2026年8月時点で確認できた複数の製品ページを横断的に見ると、汎用型後付けサンシェードの多くは背面式のベビーカーに装着することを前提に設計されています。対面式に取り付けようとすると、以下のような問題が発生します。
- フードの開閉方向が逆のため、サンシェードがうまく固定できない
- 子供の顔を確認するための覗き窓が、後ろ側に来てしまう
- 押す側のハンドルと干渉して、操作性が悪化する
一部の製品は「対面式対応」を謳っていますが、対応しているのは「物理的に取り付けられる」という意味であり、快適に使えるかどうかは別問題です。購入前にお使いのベビーカーの取扱説明書で「背面式」か「対面式」かを必ず確認してください。
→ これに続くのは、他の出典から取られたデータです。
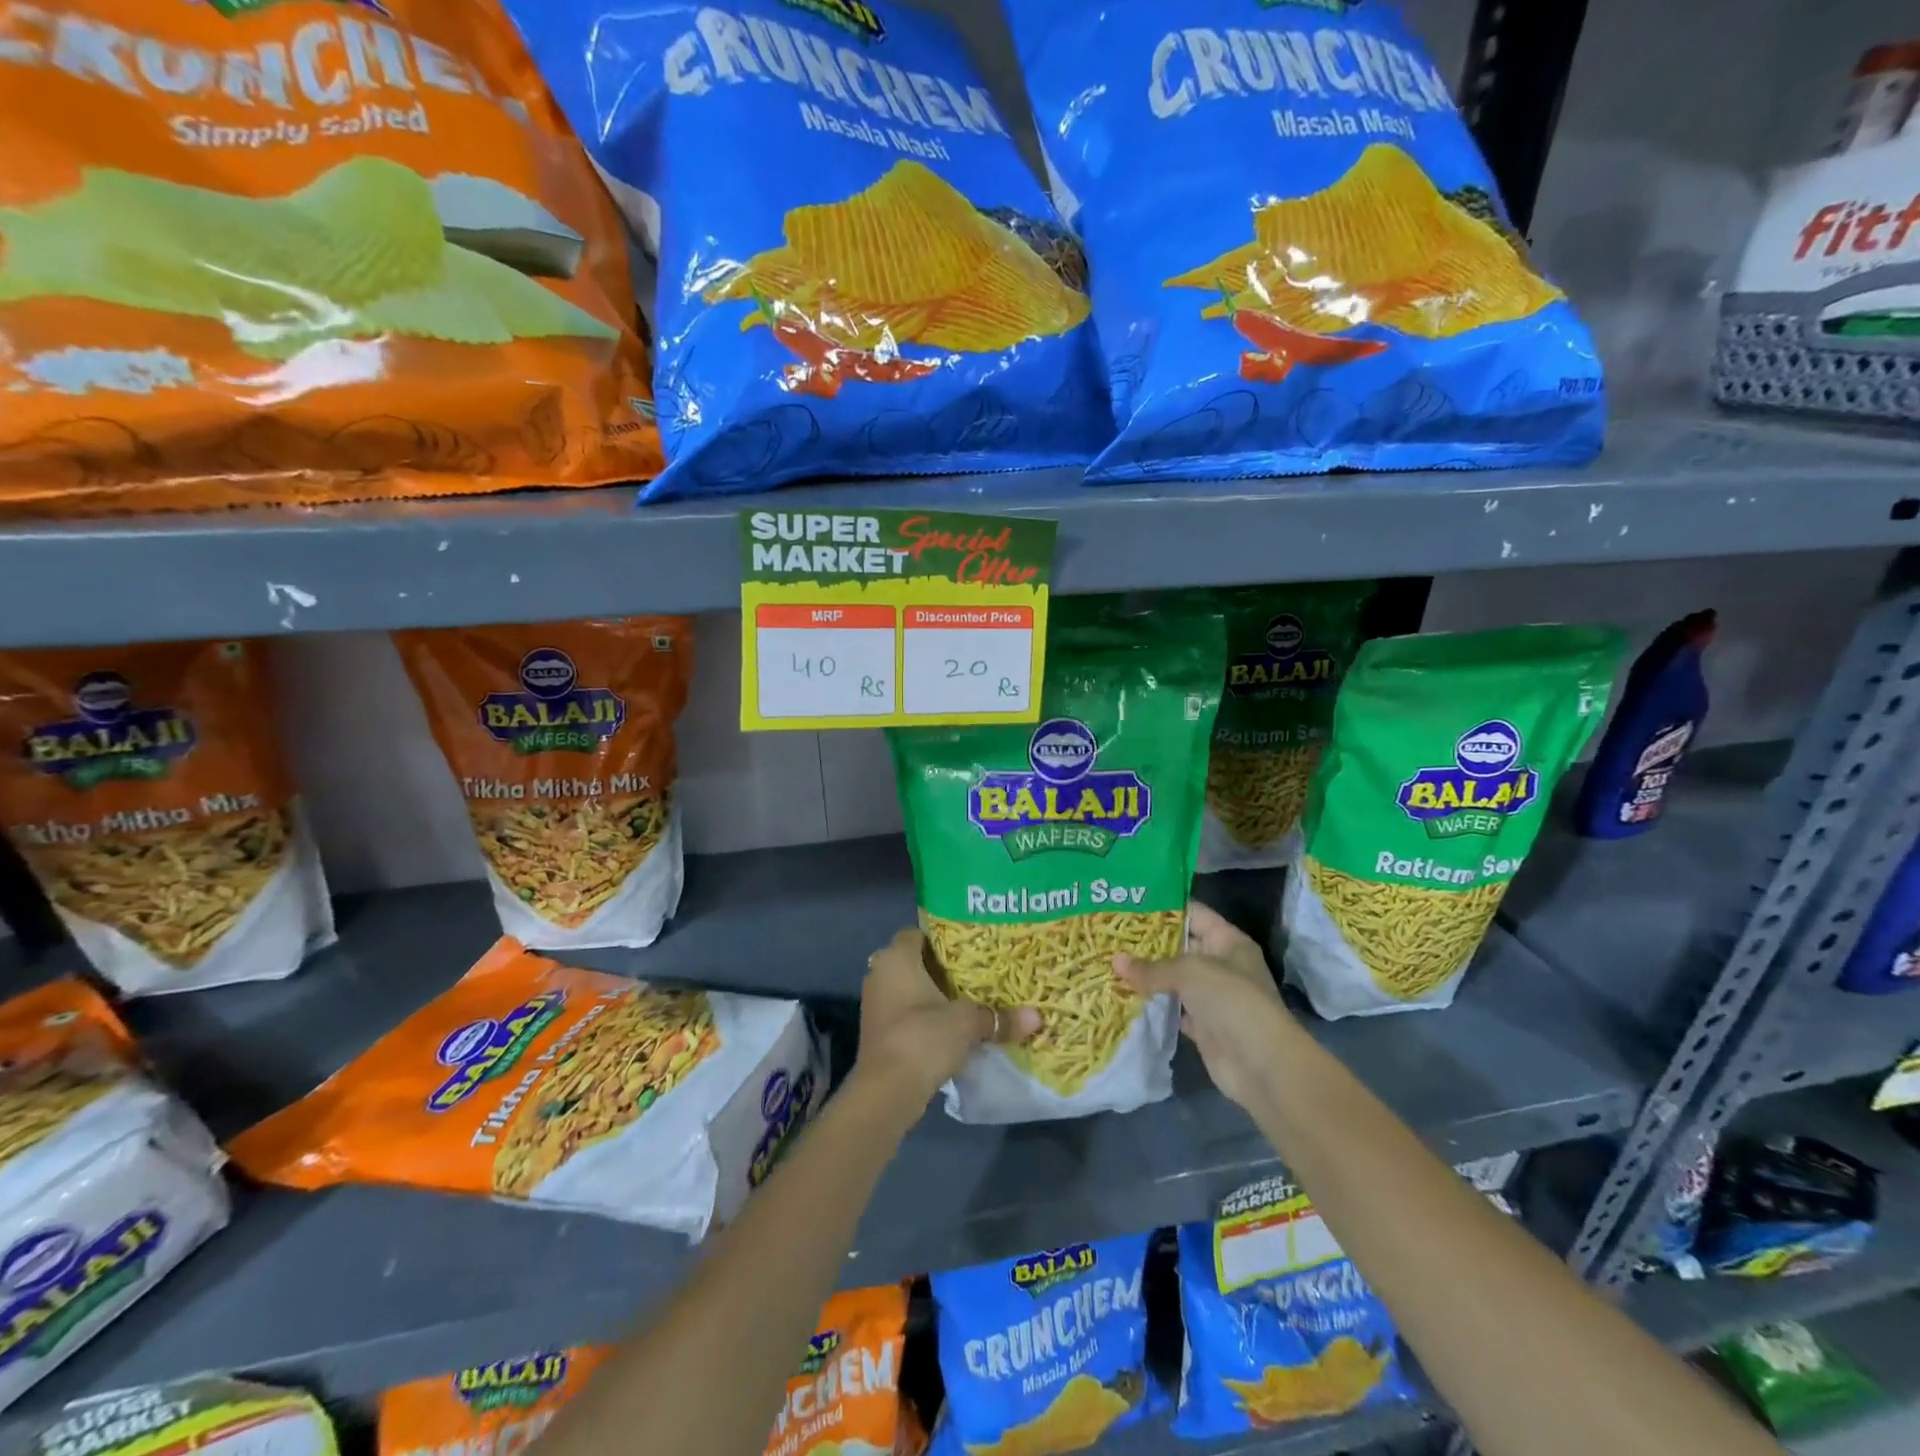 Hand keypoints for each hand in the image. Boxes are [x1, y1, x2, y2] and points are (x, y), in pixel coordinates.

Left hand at [854, 928, 1038, 1107]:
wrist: (886, 1092)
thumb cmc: (922, 1038)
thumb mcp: (967, 1023)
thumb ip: (999, 1016)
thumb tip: (1037, 1017)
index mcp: (896, 958)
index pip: (917, 933)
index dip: (942, 937)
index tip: (970, 945)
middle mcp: (880, 974)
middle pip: (914, 961)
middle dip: (941, 967)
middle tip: (975, 971)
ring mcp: (876, 1004)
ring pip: (908, 989)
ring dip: (932, 994)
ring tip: (969, 997)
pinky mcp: (879, 1032)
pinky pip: (905, 1012)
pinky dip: (925, 1015)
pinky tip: (951, 1025)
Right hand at [1114, 901, 1293, 1111]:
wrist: (1260, 1064)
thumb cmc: (1230, 1000)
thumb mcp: (1189, 972)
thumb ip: (1152, 967)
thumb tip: (1115, 961)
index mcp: (1228, 941)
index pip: (1194, 913)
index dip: (1164, 907)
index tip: (1129, 903)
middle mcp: (1222, 965)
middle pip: (1181, 946)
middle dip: (1148, 942)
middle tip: (1111, 933)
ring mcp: (1212, 997)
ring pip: (1174, 979)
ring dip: (1147, 974)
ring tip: (1110, 960)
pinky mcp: (1202, 1025)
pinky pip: (1172, 1008)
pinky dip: (1153, 1004)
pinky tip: (1124, 995)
ユーザーが実際に買って後悔した「あるある」トラブルと対策
調査で特に多かったトラブルを3つ挙げます。
① 風で反り返る問題
軽量素材の製品は風が強い日にはためいてしまい、せっかくの日よけ効果が半減します。対策としては、LASIEMのように角度調整機能が付いた製品を選ぶか、風の強い日は使用を控えるのが無難です。
② 装着したまま折りたためない
「コンパクトになる」と謳っていても、実際はメッシュ部分を巻き込んでしまい、毎回取り外さなければならないケースがあります。購入前にレビューで「折りたたみ」に関する言及をチェックすることをおすすめします。
③ 子供が暗がりを嫌がる
完全遮光タイプは室内が真っ暗になり、特に自我が出てきた子供は激しく嫌がることがあります。HIGH-HIGHの立体設計タイプのように、ある程度空間が確保できる製品を選ぶと回避しやすいでしょう。
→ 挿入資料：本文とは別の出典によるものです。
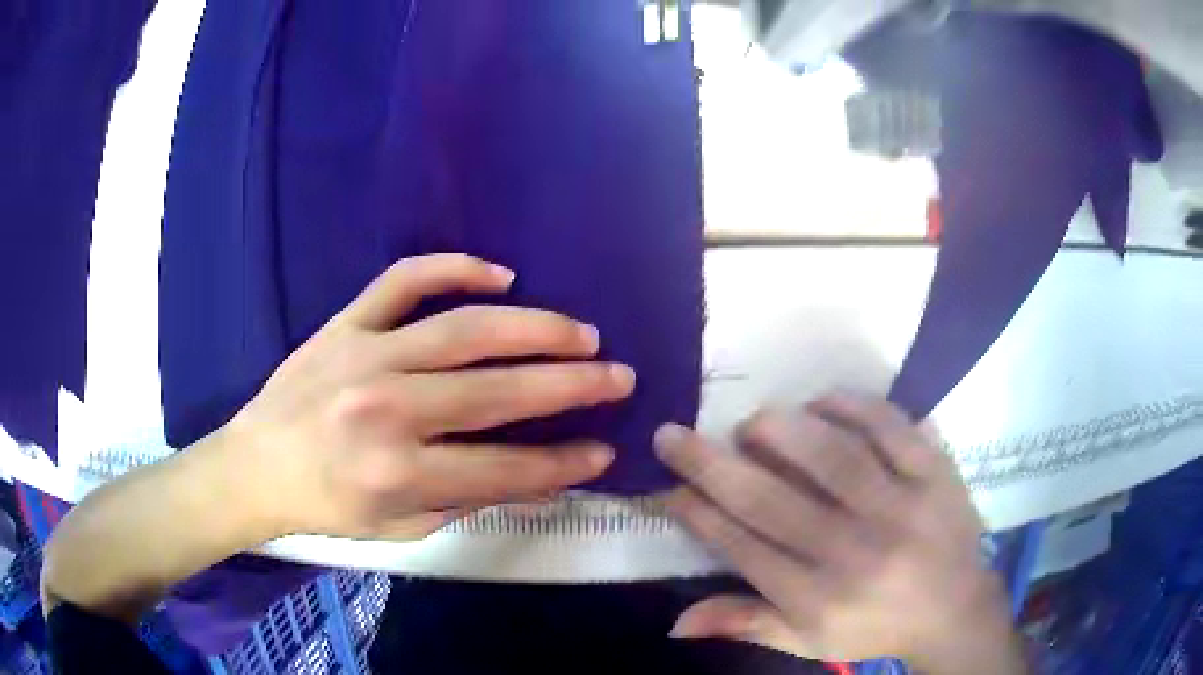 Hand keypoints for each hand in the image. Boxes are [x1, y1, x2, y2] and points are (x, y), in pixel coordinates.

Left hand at [226, 254, 635, 540]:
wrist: (254, 466)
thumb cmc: (326, 506)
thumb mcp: (398, 527)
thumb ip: (466, 500)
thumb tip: (534, 476)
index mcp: (397, 474)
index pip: (504, 469)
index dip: (562, 464)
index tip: (604, 451)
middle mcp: (386, 410)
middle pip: (496, 392)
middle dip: (571, 386)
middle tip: (619, 377)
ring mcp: (366, 355)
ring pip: (465, 330)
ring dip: (534, 329)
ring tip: (581, 333)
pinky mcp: (347, 323)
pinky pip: (405, 280)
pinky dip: (455, 268)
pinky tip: (500, 274)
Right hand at [655, 394, 1026, 672]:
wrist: (955, 608)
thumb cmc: (874, 627)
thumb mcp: (808, 640)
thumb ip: (746, 623)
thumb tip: (675, 623)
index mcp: (818, 598)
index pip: (743, 547)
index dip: (699, 512)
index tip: (668, 484)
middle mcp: (854, 552)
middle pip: (772, 501)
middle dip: (712, 464)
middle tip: (673, 435)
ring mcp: (900, 507)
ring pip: (830, 456)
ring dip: (779, 430)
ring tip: (751, 423)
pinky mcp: (935, 472)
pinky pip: (890, 426)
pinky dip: (852, 406)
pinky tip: (821, 401) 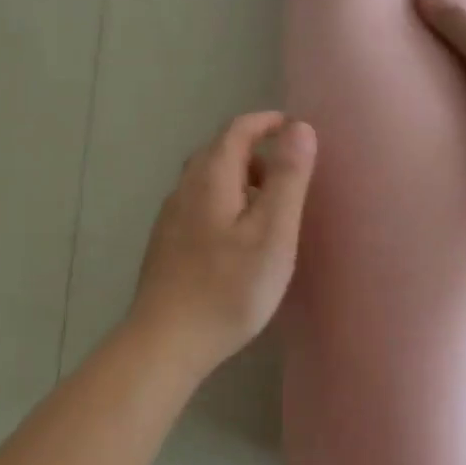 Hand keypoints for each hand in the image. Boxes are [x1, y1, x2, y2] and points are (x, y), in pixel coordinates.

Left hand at [128, 112, 317, 371]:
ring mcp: (171, 217)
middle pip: (220, 151)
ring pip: (208, 180)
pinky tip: (237, 238)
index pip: (237, 129)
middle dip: (255, 151)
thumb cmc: (228, 288)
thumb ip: (288, 178)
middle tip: (288, 175)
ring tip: (269, 208)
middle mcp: (185, 188)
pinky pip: (199, 203)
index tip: (295, 130)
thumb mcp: (272, 232)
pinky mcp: (166, 243)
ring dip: (240, 179)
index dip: (267, 122)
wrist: (165, 342)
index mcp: (211, 177)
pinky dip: (224, 202)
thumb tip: (299, 127) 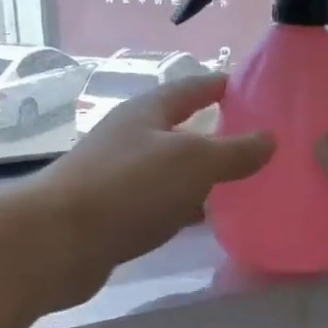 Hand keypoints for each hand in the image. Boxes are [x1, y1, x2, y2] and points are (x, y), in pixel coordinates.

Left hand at [32, 73, 273, 306]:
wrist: (58, 242)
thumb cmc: (129, 186)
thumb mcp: (192, 161)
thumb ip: (234, 152)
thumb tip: (270, 138)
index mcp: (147, 113)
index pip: (189, 89)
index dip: (218, 86)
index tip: (248, 88)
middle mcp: (131, 139)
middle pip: (179, 130)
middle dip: (214, 134)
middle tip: (255, 143)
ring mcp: (120, 178)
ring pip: (171, 171)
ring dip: (201, 176)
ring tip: (241, 183)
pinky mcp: (115, 215)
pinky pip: (160, 204)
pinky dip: (185, 208)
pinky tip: (206, 220) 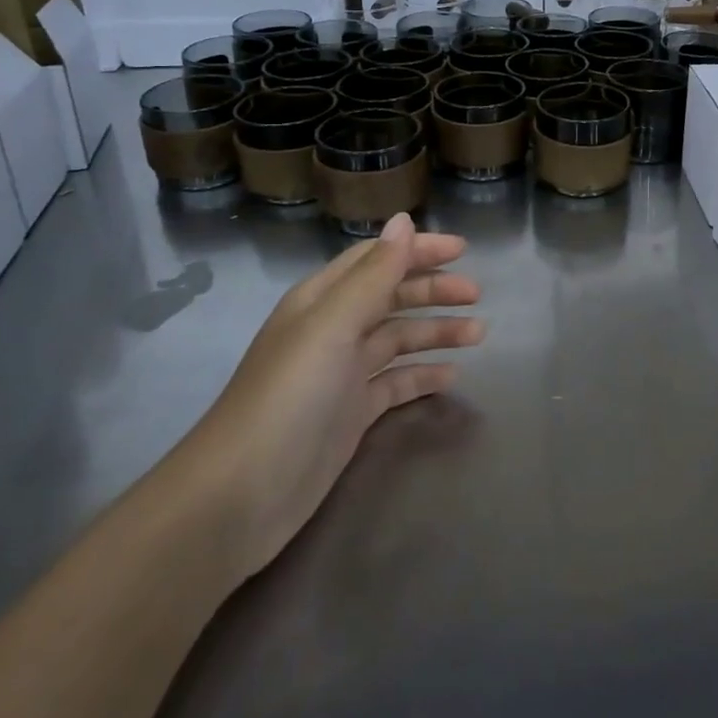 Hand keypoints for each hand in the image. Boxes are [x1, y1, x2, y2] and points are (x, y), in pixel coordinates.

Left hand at [175, 212, 482, 578]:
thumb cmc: (288, 398)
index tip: (463, 250)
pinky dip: (423, 375)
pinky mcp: (350, 414)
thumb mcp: (332, 326)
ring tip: (478, 334)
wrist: (239, 497)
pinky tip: (451, 376)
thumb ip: (373, 274)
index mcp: (321, 300)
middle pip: (391, 296)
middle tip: (476, 294)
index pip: (376, 259)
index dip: (417, 249)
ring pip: (398, 339)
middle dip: (433, 290)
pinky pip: (396, 383)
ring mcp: (342, 375)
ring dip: (436, 331)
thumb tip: (404, 220)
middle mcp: (332, 330) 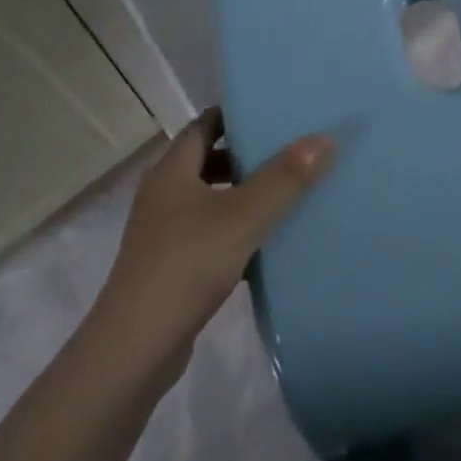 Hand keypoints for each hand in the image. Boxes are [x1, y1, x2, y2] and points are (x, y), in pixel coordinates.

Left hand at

結局、どの製品を選べばいいの?モデル別おすすめ判断基準
ここまでの情報を踏まえ、あなたの状況に合わせた選び方を整理します。
サイベックス・リベルをお使いの方
HIGH-HIGH汎用型(2,200円)が公式に対応を明記しており、コスパの良い選択肢です。ただし風による反り返りに注意し、強風時は使用を避けてください。
コンビ・スゴカルやアップリカ・カルーンをお使いの方
LASIEM(4,549円)が対応モデルリストに含まれており、UPF50+の高いUVカット性能と防水加工が特徴です。価格は高めですが、機能性を重視する方に向いています。
とにかく安く済ませたい方
Hariti(1,680円)やSeogva(2,000円台前半)は価格が抑えめで、基本的な日除け機能は十分です。ただし、製品によってはメッシュの耐久性に課題があるため、長期間の使用を想定する場合はレビューをよく読んでから決めてください。
どの製品にも共通して言えること
購入前に以下の3つを必ず確認しましょう。
- お使いのベビーカーが背面式かどうか
- 装着したまま折りたためるかどうか(動画レビューがあればベスト)
- 覗き窓の位置が使用時に邪魔にならないか
後付けサンシェードの未来と、今できる最善の選択
2026年8月時点では、後付けサンシェードに関する大きな法規制の変更や画期的な新技術の発表は確認されていません。各メーカーが独自にUVカット率や通気性を競っている段階であり、消費者側がしっかりと情報を見極める必要がある市場だと言えます。
何より大切なのは「カタログスペックに惑わされないこと」。今回の調査で明らかになったのは、適合性や実際の使い勝手は、製品ページの美しい写真だけでは決して判断できないということです。
ぜひこの記事を参考に、お使いのベビーカーの型番を手元に置きながら、各製品の対応リストやユーザーレビューをじっくり比較してみてください。きっと、あなたと赤ちゃんにぴったりの一枚に出会えるはずです。